Activity: Below are the lines to check; count those holding the string "dead" and give only the number.

Exercise inputs:
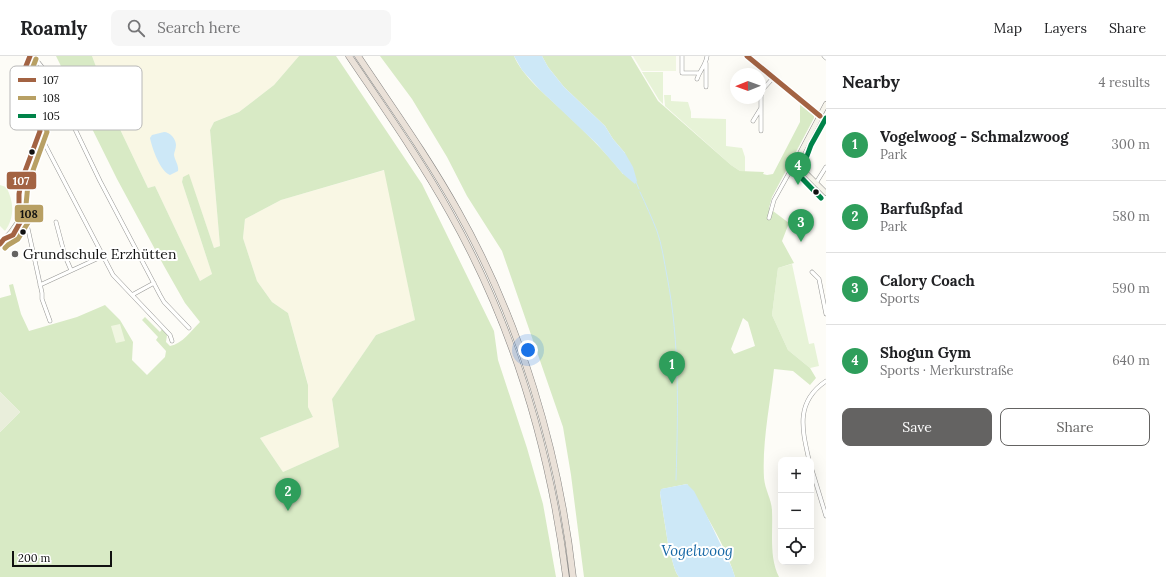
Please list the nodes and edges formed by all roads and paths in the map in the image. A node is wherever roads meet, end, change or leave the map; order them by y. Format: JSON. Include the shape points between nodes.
{"nodes":[{"id":1,"x":30,"y":56,"type":"edge"},
{"id":2,"x":349,"y":56,"type":"edge"},
{"id":3,"x":358,"y":56,"type":"edge"},
{"id":4,"x":682,"y":56,"type":"edge"},
{"id":5,"x":706,"y":56,"type":"edge"},
{"id":6,"x":747,"y":56,"type":"edge"},
{"id":7,"x":706,"y":62,"type":"junction"},
{"id":8,"x":25,"y":66,"type":"edge"},
{"id":9,"x":41,"y":66,"type":"edge"},
{"id":10,"x":699,"y":73,"type":"junction"},
{"id":11,"x":773,"y":78,"type":"junction"},
{"id":12,"x":697,"y":79,"type":"dead end"},
{"id":13,"x":706,"y":86,"type":"dead end"},
{"id":14,"x":826,"y":104,"type":"edge"},
{"id":15,"x":761,"y":108,"type":"junction"},
{"id":16,"x":820,"y":116,"type":"junction"},
{"id":17,"x":753,"y":121,"type":"dead end"},
{"id":18,"x":40,"y":130,"type":"edge"},
{"id":19,"x":75,"y":130,"type":"edge"},
{"id":20,"x":761,"y":131,"type":"dead end"},
{"id":21,"x":40,"y":135,"type":"junction"},
{"id":22,"x":797,"y":162,"type":"junction"},
{"id":23,"x":826,"y":167,"type":"edge"},
{"id":24,"x":816,"y":183,"type":"junction"},
{"id":25,"x":826,"y":193,"type":"edge"},
{"id":26,"x":19,"y":207,"type":"junction"},
{"id":27,"x":769,"y":218,"type":"dead end"},
{"id":28,"x":56,"y":222,"type":"dead end"},
{"id":29,"x":0,"y":244,"type":"edge"},
{"id":30,"x":103,"y":256,"type":"junction"},
{"id":31,"x":71,"y":270,"type":"junction"},
{"id":32,"x":812,"y":272,"type":"dead end"},
{"id":33,"x":154,"y":283,"type":"junction"},
{"id":34,"x":40,"y":285,"type":"junction"},
{"id":35,"x":132,"y":295,"type":"junction"},
{"id":36,"x":826,"y":314,"type":"edge"},
{"id":37,"x":50,"y":321,"type":"dead end"},
{"id":38,"x":189,"y":328,"type":"dead end"},
{"id":39,"x":172,"y":341,"type":"dead end"},
{"id":40,"x":826,"y":381,"type":"edge"},
{"id":41,"x":808,"y":457,"type":"edge"},
{"id":42,"x":814,"y":477,"type":"edge"},
{"id":43,"x":826,"y":516,"type":"edge"},
{"id":44,"x":566,"y":577,"type":"edge"},
{"id":45,"x":573,"y":577,"type":"edge"}],
"edges":[{"from":1,"to":8,"type":"street"},
{"from":1,"to":9,"type":"street"},
{"from":2,"to":44,"type":"highway","via":[[416,155],[483,277],[507,335],[540,439],[554,495]]},
{"from":3,"to":45,"type":"highway","via":[[435,171],[477,246],[500,295],[548,439],[561,494]]},
{"from":4,"to":10,"type":"street","via":[[682,73]]},
{"from":5,"to":7,"type":"street"},
{"from":6,"to":11,"type":"street"},
{"from":7,"to":10,"type":"street"},
{"from":7,"to":13,"type":"street"},
{"from":10,"to":12,"type":"street"},
{"from":11,"to":15,"type":"street","via":[[763,89]]},
{"from":11,"to":16,"type":"street"},
{"from":14,"to":16,"type":"street"},
{"from":15,"to":17,"type":"street"},
{"from":15,"to":20,"type":"street"},
{"from":16,"to":22,"type":"street"},
{"from":18,"to":21,"type":"street"},
{"from":19,"to":33,"type":"street"},
{"from":21,"to":26,"type":"street","via":[[21,182]]},
{"from":21,"to":30,"type":"street"},
{"from":22,"to":24,"type":"street"},
{"from":22,"to":27,"type":"street","via":[[774,200]]},
{"from":23,"to":24,"type":"street"},
{"from":24,"to":25,"type":"street"},
{"from":26,"to":29,"type":"street","via":[[15,227]]},
{"from":26,"to":34,"type":"street","via":[[28,229]]},
{"from":28,"to":31,"type":"street"},
{"from":30,"to":31,"type":"street"},
{"from":30,"to":35,"type":"street","via":[[113,275]]},
{"from":31,"to":34,"type":"street"},
{"from":32,"to":36,"type":"street","via":[[819,279]]},
{"from":33,"to":35,"type":"street"},
{"from":33,"to":38,"type":"street","via":[[164,302]]},
{"from":34,"to":37,"type":"street"},
{"from":35,"to":39,"type":"street","via":[[170,335]]},
{"from":40,"to":41,"type":"street","via":[[813,392],[803,414],[802,428]]},
{"from":42,"to":43,"type":"street"}]}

Result of the task: 10